▶ **Required work**
For this exercise, print all of the entries exactly as given.

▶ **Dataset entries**
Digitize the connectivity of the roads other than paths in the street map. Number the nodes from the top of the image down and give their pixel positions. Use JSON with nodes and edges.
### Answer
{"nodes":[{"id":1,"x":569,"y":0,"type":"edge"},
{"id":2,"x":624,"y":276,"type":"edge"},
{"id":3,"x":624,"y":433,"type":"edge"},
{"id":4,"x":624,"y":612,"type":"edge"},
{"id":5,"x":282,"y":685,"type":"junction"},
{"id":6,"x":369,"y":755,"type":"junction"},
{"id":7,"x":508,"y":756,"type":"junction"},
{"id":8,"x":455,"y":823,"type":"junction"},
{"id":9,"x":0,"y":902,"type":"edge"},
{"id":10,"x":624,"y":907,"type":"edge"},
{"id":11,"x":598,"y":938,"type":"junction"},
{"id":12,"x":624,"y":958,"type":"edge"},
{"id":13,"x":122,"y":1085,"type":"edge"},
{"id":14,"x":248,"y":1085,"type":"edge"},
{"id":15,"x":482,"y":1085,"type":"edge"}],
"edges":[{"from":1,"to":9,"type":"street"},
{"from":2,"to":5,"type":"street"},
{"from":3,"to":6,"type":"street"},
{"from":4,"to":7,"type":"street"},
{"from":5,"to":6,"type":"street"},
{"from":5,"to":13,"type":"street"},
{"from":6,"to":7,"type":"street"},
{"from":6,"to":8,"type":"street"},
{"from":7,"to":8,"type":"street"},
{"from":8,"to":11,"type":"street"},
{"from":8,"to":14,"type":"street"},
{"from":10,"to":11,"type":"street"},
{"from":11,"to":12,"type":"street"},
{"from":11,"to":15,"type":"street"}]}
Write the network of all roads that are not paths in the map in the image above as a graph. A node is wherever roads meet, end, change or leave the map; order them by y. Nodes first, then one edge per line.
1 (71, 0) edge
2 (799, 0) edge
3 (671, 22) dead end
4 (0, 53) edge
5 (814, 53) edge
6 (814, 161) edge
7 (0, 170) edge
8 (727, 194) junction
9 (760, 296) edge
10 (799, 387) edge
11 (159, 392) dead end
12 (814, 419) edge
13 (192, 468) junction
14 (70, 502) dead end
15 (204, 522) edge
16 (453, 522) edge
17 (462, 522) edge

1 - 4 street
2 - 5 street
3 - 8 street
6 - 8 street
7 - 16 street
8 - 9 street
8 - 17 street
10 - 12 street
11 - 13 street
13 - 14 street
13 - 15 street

▶ **Expected answer**
Digitize the connectivity of the roads other than paths in the street map. Number the nodes from the top of the image down and give their pixel positions. Use JSON with nodes and edges.
### Answer
{"nodes":[{"id":1,"x":569,"y":0,"type":"edge"},
{"id":2,"x":624,"y":276,"type":"edge"},
{"id":3,"x":624,"y":433,"type":"edge"},
{"id":4,"x":624,"y":612,"type":"edge"},
{"id":5,"x":282,"y":685,"type":"junction"},
{"id":6,"x":369,"y":755,"type":"junction"},
{"id":7,"x":508,"y":756,"type":"junction"},
{"id":8,"x":455,"y":823,"type":"junction"},
{"id":9,"x":0,"y":902,"type":"edge"},
{"id":10,"x":624,"y":907,"type":"edge"},
{"id":11,"x":598,"y":938,"type":"junction"},
{"id":12,"x":624,"y":958,"type":"edge"},
{"id":13,"x":122,"y":1085,"type":"edge"},
{"id":14,"x":248,"y":1085,"type":"edge"},
{"id":15,"x":482,"y":1085,"type":"edge"}],
"edges":[{"from":1,"to":9,"type":"street"},
{"from":2,"to":5,"type":"street"},
{"from":3,"to":6,"type":"street"},
{"from":4,"to":7,"type":"street"},
{"from":5,"to":6,"type":"street"},
{"from":5,"to":13,"type":"street"},
{"from":6,"to":7,"type":"street"},
{"from":6,"to":8,"type":"street"},
{"from":7,"to":8,"type":"street"},
{"from":8,"to":11,"type":"street"},
{"from":8,"to":14,"type":"street"},
{"from":10,"to":11,"type":"street"},
{"from":11,"to":12,"type":"street"},
{"from":11,"to":15,"type":"street"}]}
Write the network of all roads that are not paths in the map in the image above as a graph. A node is wherever roads meet, end, change or leave the map; order them by y. Nodes first, then one edge per line.
1 (71, 0) edge
2 (799, 0) edge
3 (671, 22) dead end
4 (0, 53) edge
5 (814, 53) edge
6 (814, 161) edge
7 (0, 170) edge
8 (727, 194) junction
9 (760, 296) edge
10 (799, 387) edge
11 (159, 392) dead end
12 (814, 419) edge
13 (192, 468) junction
14 (70, 502) dead end
15 (204, 522) edge
16 (453, 522) edge
17 (462, 522) edge

1 - 4 street
2 - 5 street
3 - 8 street
6 - 8 street
7 - 16 street
8 - 9 street
8 - 17 street
10 - 12 street
11 - 13 street
13 - 14 street
13 - 15 street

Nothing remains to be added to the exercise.